O primeiro caso conhecido de canibalismo entre os hominídeos ocorreu há cerca de 800 mil anos. As vítimas, principalmente crianças, podem ter sido consumidas como parte de uma estratégia para defender territórios contra vizinhos, informaram pesquisadores no Journal of Human Evolution . O novo estudo mostra como os antropólogos usam o comportamento de humanos modernos e primatas para fazer inferências sobre o que os hominídeos fizeram no passado - e demonstra as limitações de tais comparações.
O canibalismo em questão foi descoberto na caverna de Gran Dolina, nas Montanhas Atapuerca, na Espanha. Eudald Carbonell, da Universidade de Rovira e Virgili, na Espanha, e seus colegas encontraram evidências de abate em ossos pertencentes ao Homo antecessor, uma espécie controversa que viveu na Europa há 1, 2 milhões de anos. Como nenhuma outra espécie de hominídeo foi encontrada na região ao mesmo tempo que os ossos massacrados, as vítimas devem ter sido comidas por sua própria espécie, concluiu a equipe em 2010 na revista Current Anthropology (PDF).
Hoje, o canibalismo humano ocorre em uma variedade de contextos: por valor nutricional (muitas vezes em tempos de fome), como parte de rituais funerários ou durante a guerra. Os diferentes propósitos do canibalismo podem deixar padrões diferentes no registro arqueológico. Quando os seres humanos consomem outros seres humanos por razões puramente dietéticas, as vítimas são frequentemente tratadas como qualquer outra presa. Isto é o que os pesquisadores descobriram em Gran Dolina. Onze indivíduos foram massacrados de maneira semelhante à dos cervos e outros mamíferos: os ossos tinham marcas de corte em áreas de fixação muscular e os crânios tinham sinais de defleshing. Assim, H. antecessor parecia comer seu próprio tipo para um propósito nutricional - mas provavelmente não por causa de uma escassez de alimentos, como a equipe diz que há evidências de canibalismo durante um longo período de tempo, dezenas ou mesmo centenas de anos.

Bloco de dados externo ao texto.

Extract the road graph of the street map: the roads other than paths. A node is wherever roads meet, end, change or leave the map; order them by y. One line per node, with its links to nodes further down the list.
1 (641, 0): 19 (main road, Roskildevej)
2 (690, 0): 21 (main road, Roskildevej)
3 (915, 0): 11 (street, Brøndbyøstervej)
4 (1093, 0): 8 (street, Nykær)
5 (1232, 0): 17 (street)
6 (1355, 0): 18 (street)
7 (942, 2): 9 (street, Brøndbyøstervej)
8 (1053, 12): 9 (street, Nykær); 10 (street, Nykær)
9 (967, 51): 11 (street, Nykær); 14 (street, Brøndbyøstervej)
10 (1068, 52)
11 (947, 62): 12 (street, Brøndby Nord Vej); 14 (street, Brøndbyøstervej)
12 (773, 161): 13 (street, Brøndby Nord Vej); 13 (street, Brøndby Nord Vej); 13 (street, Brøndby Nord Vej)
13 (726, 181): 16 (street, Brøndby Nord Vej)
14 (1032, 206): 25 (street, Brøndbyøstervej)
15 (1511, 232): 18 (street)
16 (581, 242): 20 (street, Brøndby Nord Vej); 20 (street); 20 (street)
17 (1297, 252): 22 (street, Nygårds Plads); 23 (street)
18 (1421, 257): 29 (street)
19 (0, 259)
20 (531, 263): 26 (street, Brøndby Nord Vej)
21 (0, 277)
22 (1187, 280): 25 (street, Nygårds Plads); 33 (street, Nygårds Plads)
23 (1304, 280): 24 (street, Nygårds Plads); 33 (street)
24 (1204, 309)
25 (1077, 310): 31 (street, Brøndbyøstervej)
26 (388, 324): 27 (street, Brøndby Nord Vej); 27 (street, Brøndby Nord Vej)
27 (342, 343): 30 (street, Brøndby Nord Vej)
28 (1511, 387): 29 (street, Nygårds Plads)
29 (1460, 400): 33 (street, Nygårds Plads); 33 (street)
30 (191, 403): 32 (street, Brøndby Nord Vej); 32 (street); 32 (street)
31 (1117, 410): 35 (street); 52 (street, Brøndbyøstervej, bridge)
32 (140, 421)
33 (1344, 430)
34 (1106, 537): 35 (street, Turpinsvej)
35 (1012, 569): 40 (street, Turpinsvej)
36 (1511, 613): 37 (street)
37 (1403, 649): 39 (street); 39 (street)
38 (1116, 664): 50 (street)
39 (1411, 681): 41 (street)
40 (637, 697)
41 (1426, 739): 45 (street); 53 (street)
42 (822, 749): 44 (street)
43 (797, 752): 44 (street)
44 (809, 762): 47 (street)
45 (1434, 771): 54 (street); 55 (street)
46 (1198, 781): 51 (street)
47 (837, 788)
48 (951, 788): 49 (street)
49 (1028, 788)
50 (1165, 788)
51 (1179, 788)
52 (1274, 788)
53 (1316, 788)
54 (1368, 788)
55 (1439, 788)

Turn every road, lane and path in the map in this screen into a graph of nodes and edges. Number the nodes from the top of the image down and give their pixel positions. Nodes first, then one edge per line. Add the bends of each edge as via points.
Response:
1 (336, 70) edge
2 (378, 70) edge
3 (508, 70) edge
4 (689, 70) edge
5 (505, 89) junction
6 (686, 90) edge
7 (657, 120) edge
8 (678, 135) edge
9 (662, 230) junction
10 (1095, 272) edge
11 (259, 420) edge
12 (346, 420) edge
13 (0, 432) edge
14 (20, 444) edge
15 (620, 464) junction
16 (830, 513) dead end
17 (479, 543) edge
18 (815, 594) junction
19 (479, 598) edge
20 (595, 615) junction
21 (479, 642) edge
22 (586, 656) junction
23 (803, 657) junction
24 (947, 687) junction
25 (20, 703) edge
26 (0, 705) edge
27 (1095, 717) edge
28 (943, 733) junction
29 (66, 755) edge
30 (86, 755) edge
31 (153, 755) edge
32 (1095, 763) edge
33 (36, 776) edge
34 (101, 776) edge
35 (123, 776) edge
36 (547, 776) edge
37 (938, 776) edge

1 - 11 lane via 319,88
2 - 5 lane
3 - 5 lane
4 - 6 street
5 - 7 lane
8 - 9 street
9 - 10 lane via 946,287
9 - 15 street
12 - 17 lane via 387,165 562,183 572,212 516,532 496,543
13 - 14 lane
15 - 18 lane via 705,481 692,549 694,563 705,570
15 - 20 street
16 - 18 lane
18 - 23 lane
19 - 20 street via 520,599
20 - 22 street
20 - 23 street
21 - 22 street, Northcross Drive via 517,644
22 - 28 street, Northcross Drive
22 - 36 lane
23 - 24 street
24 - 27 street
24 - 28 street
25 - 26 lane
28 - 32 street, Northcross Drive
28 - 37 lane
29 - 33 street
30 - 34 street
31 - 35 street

Então, por que canibalismo? Para encontrar uma resposta, os pesquisadores procuraram chimpanzés. Isso porque alguns aspectos do canibalismo antecessor de H. não se assemelham aos do canibalismo ou canibalismo humano contemporâneo visto nos neandertais ou nos primeiros humanos modernos que vivem há 100.000 anos. Por exemplo, nove dos 11 indivíduos massacrados em Gran Dolina eram crianças ou adolescentes, em comparação com as vítimas em grande parte adultas do canibalismo humano mais recente.
As vítimas jovens são um padrão visto entre os chimpanzés. Quando as chimpanzés fêmeas estão sozinhas perto do limite de seu território, os machos do grupo vizinho podem matar e comer os bebês das fêmeas. Carbonell e seus colegas sugerem que a melhor explicação para esse comportamento é a defesa e expansão territorial. Os machos podem atacar para assustar outros chimpanzés, como forma de proteger seus recursos e ganhar novas terras para percorrer; tais ataques são mais fáceis contra as mulheres vulneráveis e seus filhotes, que fazem boas refeições. A equipe também conclui que uma explicação semelhante pode ter sido a motivação por trás do canibalismo antecessor de H.
Se esta é uma conclusão razoável depende de algumas perguntas não respondidas. Por exemplo, os pesquisadores supõem que o canibalismo foi o resultado de violência e agressão intergrupal, mas não oferecem evidência de que os canibais antecessores de H. provenham de um grupo diferente das vítimas. Se eles fossem todos membros do mesmo clã, então a defesa territorial não parece provável. Também parece improvável se a estrutura social de H. antecessor fosse muito diferente dos chimpanzés - em que grupos de homens provavelmente relacionados se unem para defender ativamente um território, enquanto as fêmeas de uma comunidade freqüentemente se alimentam sozinhas com seus bebês.
Parece que a equipe tem mais trabalho a fazer.